Taizé prayer is offered every Friday night at the Cathedral, and at
Holden Village, a Lutheran retreat center up in the mountains at the
north end of Lake Chelan. I was at there with our dance group a
few months after I’d lost my mother. As I was kneeling by
the cross at Holden a fellow dancer came over, knelt beside me, and
placed his hand on my shoulder. At that moment I knew that Christ
was there right beside me and I felt His physical presence. What a gift
that was! That moment reminds me, every time I attend Taizé
prayer, of how near Christ is to me, in the flesh, in the others who are
praying by my side.
Vicki Nelson
Advent is no ordinary time! While
there is something of a pun in this first sentence, it is true for me as
I find a time to refresh my spiritual life, a time to contemplate the
coming of Christ, and a shelter from the commercialization of Christmas.

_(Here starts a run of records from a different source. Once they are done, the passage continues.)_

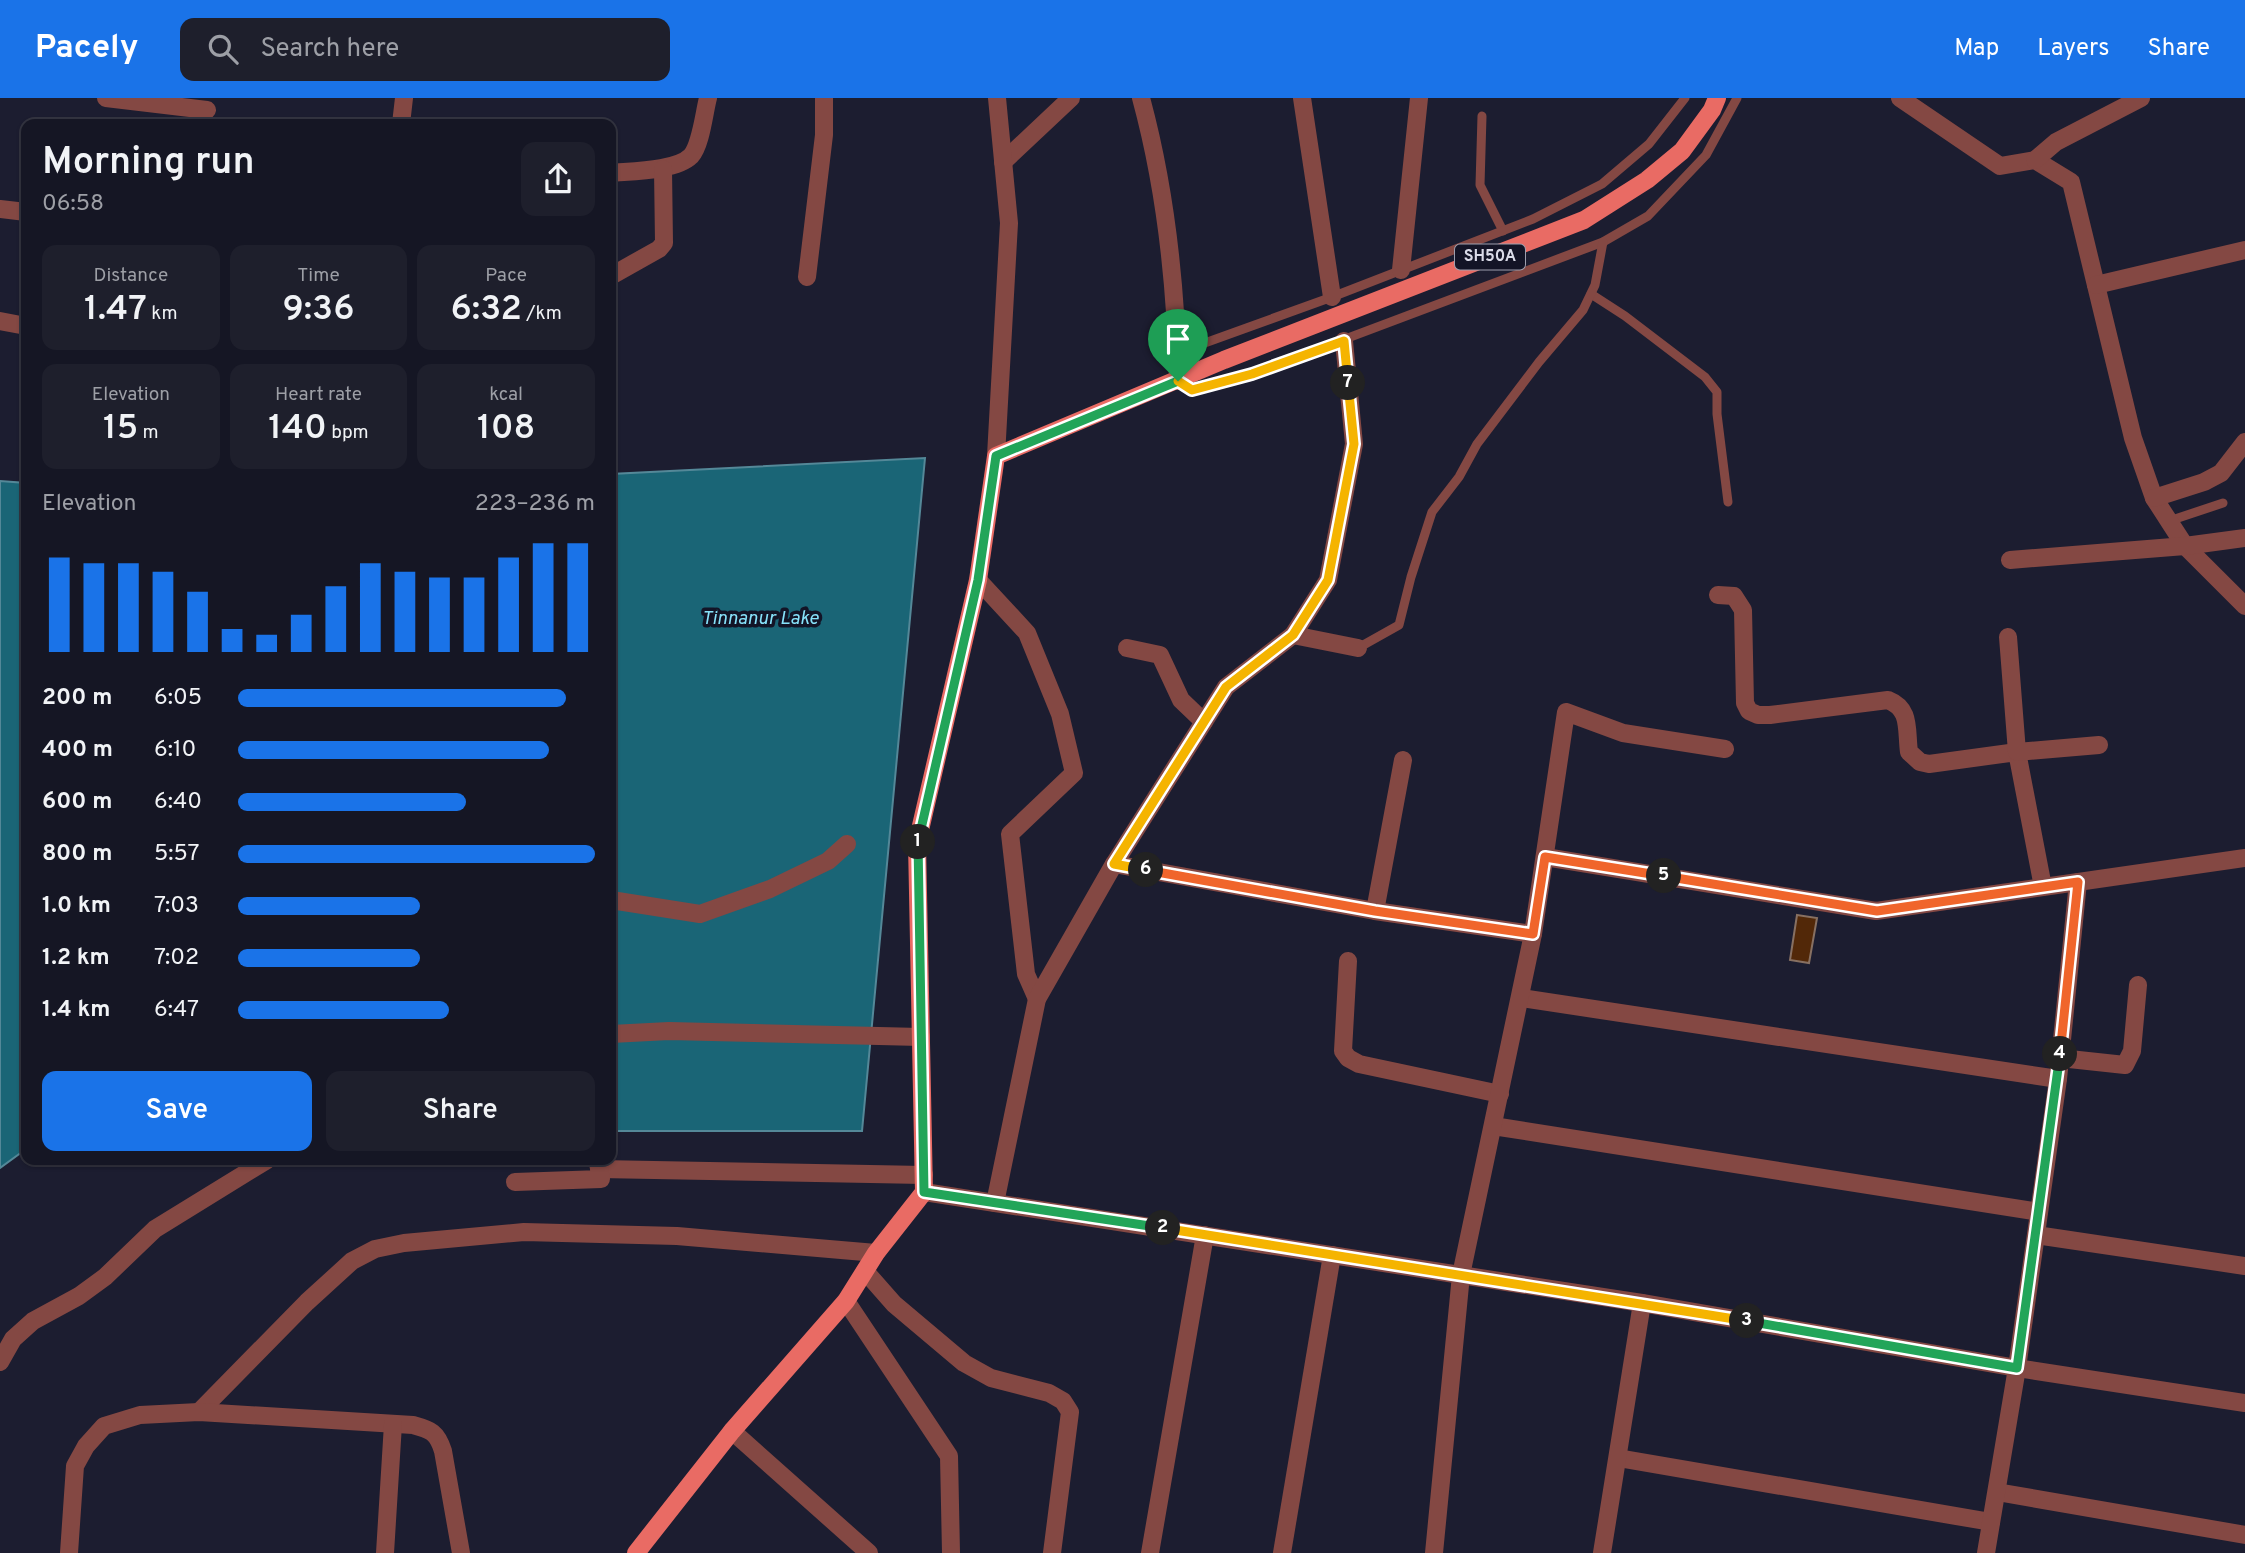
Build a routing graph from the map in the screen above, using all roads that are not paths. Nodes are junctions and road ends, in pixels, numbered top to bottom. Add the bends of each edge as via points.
1 (106, 98) edge
2 (404, 98) edge
3 (708, 98) edge
4 (824, 98) edge
5 (997, 98) edge
6 (1071, 98) edge
7 (1141, 98) edge
8 (1302, 98) edge
9 (1419, 98) edge
10 (1685, 98) edge
11 (1717, 98) edge
12 (1737, 98) edge
13 (1900, 98) edge
14 (2141, 98) edge
15 (206, 111) edge
16 (1482, 116) dead end
17 (402, 119) edge
18 (2035, 160) junction
19 (1003, 162) junction
20 (663, 169) junction
21 (616, 173) edge
22 (0, 209) edge
23 (21, 211) edge
24 (1503, 231) junction
25 (1603, 242) junction
26 (2245, 250) edge
27 (1401, 270) junction
28 (616, 273) edge
29 (807, 277) dead end
30 (2096, 285) junction
31 (1591, 294) junction
32 (1332, 297) junction
33 (0, 321) edge
34 (21, 325) edge
35 (1344, 341) junction
36 (1177, 352) junction
37 (1178, 381) junction
38 (2245, 442) edge
39 (996, 456) junction
40 (2154, 498) junction
41 (1728, 502) dead end
42 (2223, 503) dead end
43 (2169, 521) junction
44 (2245, 538) edge
45 (2185, 547) junction
46 (2010, 560) dead end
47 (978, 580) junction
48 (1718, 595) dead end
49 (2245, 606) edge
50 (1293, 635) junction
51 (2008, 637) dead end
52 (1127, 648) dead end
53 (1358, 648) joint
54 (1204, 722) junction
55 (2099, 745) dead end
56 (1725, 749) dead end
57 (2017, 752) junction
58 (1403, 760) dead end
59 (847, 844) dead end
60 (1545, 857) junction
61 (2245, 858) edge
62 (1114, 864) junction
63 (2078, 882) junction
64 (2043, 887) junction
65 (616, 901) edge
66 (1375, 911) junction
67 (1533, 934) junction
68 (1348, 961) dead end
69 (2138, 985) dead end
70 (1521, 998) junction
71 (1037, 999) junction
72 (616, 1034) edge
73 (921, 1037) junction
74 (2060, 1058) junction
75 (2058, 1079) junction
76 (1500, 1094) junction
77 (1493, 1126) junction
78 (259, 1165) edge
79 (598, 1165) edge
80 (515, 1182) dead end
81 (924, 1184) junction
82 (995, 1203) junction
83 (2039, 1212) junction
84 (1205, 1235) junction
85 (2036, 1235) junction
86 (876, 1253) junction
87 (1332, 1255) junction
88 (2245, 1266) edge
89 (865, 1271) junction
90 (1461, 1275) junction
91 (846, 1301) junction
92 (1642, 1303) junction
93 (0, 1362) edge
94 (2017, 1368) junction
95 (2245, 1403) edge
96 (199, 1412) junction
97 (393, 1424) junction
98 (732, 1431) junction
99 (1618, 1458) junction
100 (1997, 1492) junction
101 (1991, 1522) junction
102 (2245, 1535) edge
103 (1153, 1552) edge
104 (69, 1553) edge
105 (385, 1553) edge
106 (461, 1553) edge
107 (636, 1553) edge
108 (869, 1553) edge
109 (951, 1553) edge
110 (1052, 1553) edge
111 (1282, 1553) edge
112 (1434, 1553) edge
113 (1602, 1553) edge
114 (1986, 1553) edge

1 - 15 street
2 - 17 street
3 - 20 street via 690,157
4 - 29 street
5 - 19 street
6 - 19 street
7 - 36 street via 1163,198
8 - 32 street
9 - 27 street
10 - 24 lane via 1648,144 1602,184
11 - 37 main road, SH50A via 1682,151 1647,180 1584,220
12 - 25 lane via 1706,155 1648,216
13 - 18 street via 2000,166
14 - 18 street via 2056,142
16 - 24 lane via 1480,185
18 - 30 street via 2071,182
19 - 39 street via 1009,223
20 - 21 street
20 - 28 street via 664,243
22 - 23 street
24 - 27 lane
25 - 31 lane
25 - 35 lane
26 - 30 street
27 - 32 lane
30 - 40 street via 2133,438
31 - 41 lane via 1705,377 1717,392
31 - 53 lane via 1477,444 1432,512 1399,625
32 - 36 lane
33 - 34 street
35 - 37 lane via 1192,390
35 - 50 street via 1354,444 1328,580
36 - 37 street
37 - 39 main road, SH50A
38 - 40 street via 2221,473
39 - 47 main road
40 - 43 street
42 - 43 lane
43 - 45 street
44 - 45 street
45 - 46 street
45 - 49 street
47 - 71 street via 1027,633 1060,714 1074,773 1010,834 1026,974
47 - 73 main road via 917,844
48 - 57 street via 1734,596 1743,610 1745,703 1749,711 1770,715 1888,699 1904,710 1909,752 1920,762
50 - 53 street
50 - 54 street via 1226,687
51 - 57 street
52 - 54 street via 1160,655 1181,700
54 - 62 street
55 - 57 street
56 - 60 street via 1623,733 1566,712
57 - 64 street
58 - 66 street
59 - 65 street via 828,862 782,884 700,914
60 - 64 street via 1877,911
60 - 67 street
61 - 63 street
62 - 66 street
62 - 71 street
63 - 64 street
63 - 74 street
66 - 67 street
67 - 70 street
68 - 76 street via 1343,1052 1348,1058
69 - 74 street via 2132,1051 2125,1065
70 - 75 street
70 - 76 street
71 - 82 street
72 - 73 street
73 - 81 main road
74 - 75 street
75 - 83 street
76 - 77 street
77 - 83 street
77 - 90 street
78 - 93 street via 155,1229 105,1277 33,1321 13,1339
79 - 80 street via 601,1179
79 - 81 street
81 - 82 street
81 - 86 main road
82 - 84 street
83 - 85 street
84 - 87 street
84 - 103 street
85 - 88 street
85 - 94 street
86 - 89 main road
86 - 96 street via 677,1236 524,1232 404,1242 375,1249 352,1262
87 - 90 street
87 - 111 street
89 - 91 main road
89 - 110 street via 894,1304 964,1363 991,1378 1063,1401 1070,1412
90 - 92 street
90 - 112 street
91 - 98 main road
91 - 109 street via 949,1456
92 - 94 street
92 - 99 street
94 - 95 street
94 - 100 street
96 - 97 street
96 - 104 street via 140,1415 104,1426 75,1466
97 - 105 street
97 - 106 street via 429,1429 439,1438
98 - 107 main road
98 - 108 street
99 - 101 street
99 - 113 street
100 - 101 street
100 - 102 street
101 - 114 street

Because Advent is the start of a new liturgical year, I look at it as a
way to focus on Christ. When Advent begins, I sense a fresh start, come
out of routine and contemplate my faith. The Sunday reading and
hymns of Advent have become my favorites. I go to Mass
anticipating the beautiful hymns such as “O Come O Come Emmanuel” and
“Wake, Awake, for Night is Flying.”
The coming of Christ is emphasized during Advent. I look to the
coming of Christ as a child born in Bethlehem and in his glory at a
second coming. As we are reading about John the Baptist preparing
the way for Christ’s ministry during Advent, I am praying to have my
heart and mind in the right place for the coming of Christ. The
anticipation and excitement of the Christ’s coming are manifest on
Christmas Day but it is Advent that has prepared me spiritually.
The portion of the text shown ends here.